» EXERCISE REQUIREMENTS: Write down exactly the line where "index mcp: (490, 233)" occurs and every line that follows it through the end of the material below; include nothing else.

» INFORMATION GIVEN:

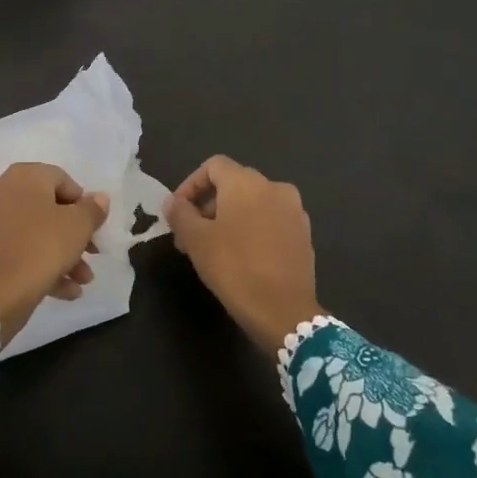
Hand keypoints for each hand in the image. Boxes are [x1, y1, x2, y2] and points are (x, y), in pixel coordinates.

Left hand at [0, 163, 108, 344]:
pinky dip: (41, 265)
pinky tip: (66, 290)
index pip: (62, 180)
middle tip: (93, 254)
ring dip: (63, 254)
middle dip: (75, 234)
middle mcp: (0, 191)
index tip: (95, 228)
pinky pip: (19, 250)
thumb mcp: (78, 227)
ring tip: (83, 280)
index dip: (83, 204)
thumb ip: (93, 209)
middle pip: (48, 209)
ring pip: (34, 233)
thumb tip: (99, 198)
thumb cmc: (42, 248)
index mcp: (22, 177)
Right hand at [163, 155, 323, 356]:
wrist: (284, 311)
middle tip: (190, 235)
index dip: (190, 185)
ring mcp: (294, 211)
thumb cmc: (234, 268)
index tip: (178, 212)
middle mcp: (274, 187)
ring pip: (253, 203)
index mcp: (247, 182)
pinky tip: (242, 257)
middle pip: (233, 184)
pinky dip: (253, 229)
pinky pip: (271, 220)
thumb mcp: (196, 240)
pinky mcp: (304, 234)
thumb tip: (172, 202)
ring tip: (213, 248)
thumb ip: (180, 214)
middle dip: (207, 205)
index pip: (213, 166)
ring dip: (229, 218)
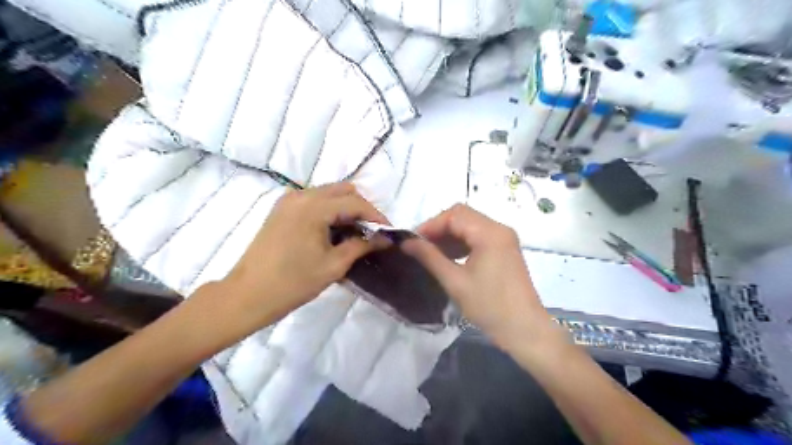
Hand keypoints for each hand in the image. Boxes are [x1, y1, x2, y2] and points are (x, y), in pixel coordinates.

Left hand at [216, 181, 388, 330]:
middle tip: (372, 232)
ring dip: (346, 209)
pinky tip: (334, 231)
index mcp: (314, 207)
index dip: (376, 215)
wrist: (247, 295)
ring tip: (355, 233)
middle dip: (362, 208)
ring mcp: (289, 200)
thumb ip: (361, 245)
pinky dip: (329, 211)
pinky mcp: (282, 209)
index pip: (355, 202)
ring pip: (328, 194)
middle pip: (343, 191)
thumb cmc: (293, 283)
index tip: (388, 232)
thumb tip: (384, 238)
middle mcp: (301, 195)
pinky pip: (314, 201)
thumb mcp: (333, 265)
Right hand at [404, 204, 562, 349]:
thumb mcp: (455, 281)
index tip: (412, 241)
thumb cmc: (489, 307)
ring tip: (431, 253)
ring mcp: (504, 239)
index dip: (430, 225)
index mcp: (490, 233)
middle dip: (439, 228)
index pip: (454, 215)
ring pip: (470, 225)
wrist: (525, 330)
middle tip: (421, 246)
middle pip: (462, 216)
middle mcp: (499, 229)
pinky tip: (450, 257)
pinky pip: (479, 236)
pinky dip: (462, 242)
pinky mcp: (505, 249)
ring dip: (449, 235)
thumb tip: (406, 242)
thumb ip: (430, 257)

» COMPLETED TASK:
index mcp: (490, 233)
middle dip: (439, 228)
index pip: (454, 215)
ring pip: (470, 225)
wrist: (525, 330)
middle tip: (421, 246)
middle pip: (462, 216)
middle mcp: (499, 229)
pinky tip: (450, 257)
pinky pip: (479, 236)
pinky dip: (462, 242)
pinky mcp: (505, 249)
ring dip: (449, 235)
thumb tip: (406, 242)
thumb ip: (430, 257)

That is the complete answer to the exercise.